Given entries:
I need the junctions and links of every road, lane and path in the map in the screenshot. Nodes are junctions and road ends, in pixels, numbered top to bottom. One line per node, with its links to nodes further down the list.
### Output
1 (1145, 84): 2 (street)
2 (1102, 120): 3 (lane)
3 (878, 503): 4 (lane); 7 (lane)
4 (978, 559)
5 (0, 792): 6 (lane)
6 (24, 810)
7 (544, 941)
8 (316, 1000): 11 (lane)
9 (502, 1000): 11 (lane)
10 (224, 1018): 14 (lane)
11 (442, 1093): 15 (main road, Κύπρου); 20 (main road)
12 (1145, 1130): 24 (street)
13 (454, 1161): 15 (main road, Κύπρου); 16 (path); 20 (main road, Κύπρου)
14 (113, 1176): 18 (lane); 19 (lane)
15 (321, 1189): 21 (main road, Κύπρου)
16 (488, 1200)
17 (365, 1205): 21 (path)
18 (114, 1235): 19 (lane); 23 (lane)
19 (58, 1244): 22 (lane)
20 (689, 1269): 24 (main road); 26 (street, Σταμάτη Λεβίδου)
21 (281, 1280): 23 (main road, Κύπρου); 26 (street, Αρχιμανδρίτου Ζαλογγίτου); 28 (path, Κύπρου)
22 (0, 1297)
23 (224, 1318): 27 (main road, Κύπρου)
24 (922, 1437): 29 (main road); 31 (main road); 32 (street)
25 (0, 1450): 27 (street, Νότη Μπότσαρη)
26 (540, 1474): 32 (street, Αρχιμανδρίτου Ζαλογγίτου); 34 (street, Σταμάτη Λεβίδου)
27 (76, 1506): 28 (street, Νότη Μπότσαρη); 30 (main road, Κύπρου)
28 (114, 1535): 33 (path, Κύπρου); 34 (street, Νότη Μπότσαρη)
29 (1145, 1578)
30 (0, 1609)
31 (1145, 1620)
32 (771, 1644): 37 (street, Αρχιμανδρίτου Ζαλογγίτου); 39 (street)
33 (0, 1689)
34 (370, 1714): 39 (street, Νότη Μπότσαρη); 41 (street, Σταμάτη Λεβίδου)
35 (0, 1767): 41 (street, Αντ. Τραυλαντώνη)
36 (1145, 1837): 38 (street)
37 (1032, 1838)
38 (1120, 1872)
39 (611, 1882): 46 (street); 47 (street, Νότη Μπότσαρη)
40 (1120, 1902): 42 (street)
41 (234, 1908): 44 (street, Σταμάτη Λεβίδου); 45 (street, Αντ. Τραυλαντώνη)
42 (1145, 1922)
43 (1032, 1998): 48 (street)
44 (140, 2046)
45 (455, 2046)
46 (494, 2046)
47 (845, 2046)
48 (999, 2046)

Work item: The answer must be an exact transcription of every record above.

Response below:
I need the junctions and links of every road, lane and path in the map in the screenshot. Nodes are junctions and road ends, in pixels, numbered top to bottom. One line per node, with its links to nodes further down the list.
### Output
1 (1145, 84): 2 (street)
2 (1102, 120): 3 (lane)
3 (878, 503): 4 (lane); 7 (lane)
4 (978, 559)
5 (0, 792): 6 (lane)
6 (24, 810)
7 (544, 941)
8 (316, 1000): 11 (lane)
9 (502, 1000): 11 (lane)
10 (224, 1018): 14 (lane)
11 (442, 1093): 15 (main road, Κύπρου); 20 (main road)
12 (1145, 1130): 24 (street)
13 (454, 1161): 15 (main road, Κύπρου); 16 (path); 20 (main road, Κύπρου)
14 (113, 1176): 18 (lane); 19 (lane)
15 (321, 1189): 21 (main road, Κύπρου)
16 (488, 1200)
17 (365, 1205): 21 (path)
18 (114, 1235): 19 (lane); 23 (lane)
19 (58, 1244): 22 (lane)
20 (689, 1269): 24 (main road); 26 (street, Σταμάτη Λεβίδου)
21 (281, 1280): 23 (main road, Κύπρου); 26 (street, Αρχιμανδρίτου Ζαλογγίτου); 28 (path, Κύπρου)
22 (0, 1297)
23 (224, 1318): 27 (main road, Κύπρου)
24 (922, 1437): 29 (main road); 31 (main road); 32 (street)
25 (0, 1450): 27 (street, Νότη Μπότσαρη)
26 (540, 1474): 32 (street, Αρχιμανδρίτου Ζαλογγίτου); 34 (street, Σταμάτη Λεβίδου)
27 (76, 1506): 28 (street, Νότη Μπότσαρη); 30 (main road, Κύπρου)
28 (114, 1535): 33 (path, Κύπρου); 34 (street, Νότη Μπότσαρη)
29 (1145, 1578)
30 (0, 1609)
31 (1145, 1620)
32 (771, 1644): 37 (street, Αρχιμανδρίτου Ζαλογγίτου); 39 (street)
33 (0, 1689)
34 (370, 1714): 39 (street, Νότη Μπότσαρη); 41 (street, Σταμάτη Λεβίδου)
35 (0, 1767): 41 (street, Αντ. Τραυλαντώνη)
36 (1145, 1837): 38 (street)
37 (1032, 1838)
38 (1120, 1872)
39 (611, 1882): 46 (street); 47 (street, Νότη Μπότσαρη)
40 (1120, 1902): 42 (street)
41 (234, 1908): 44 (street, Σταμάτη Λεβίδου); 45 (street, Αντ. Τραυλαντώνη)
42 (1145, 1922)
43 (1032, 1998): 48 (street)
44 (140, 2046)
45 (455, 2046)
46 (494, 2046)
47 (845, 2046)
48 (999, 2046)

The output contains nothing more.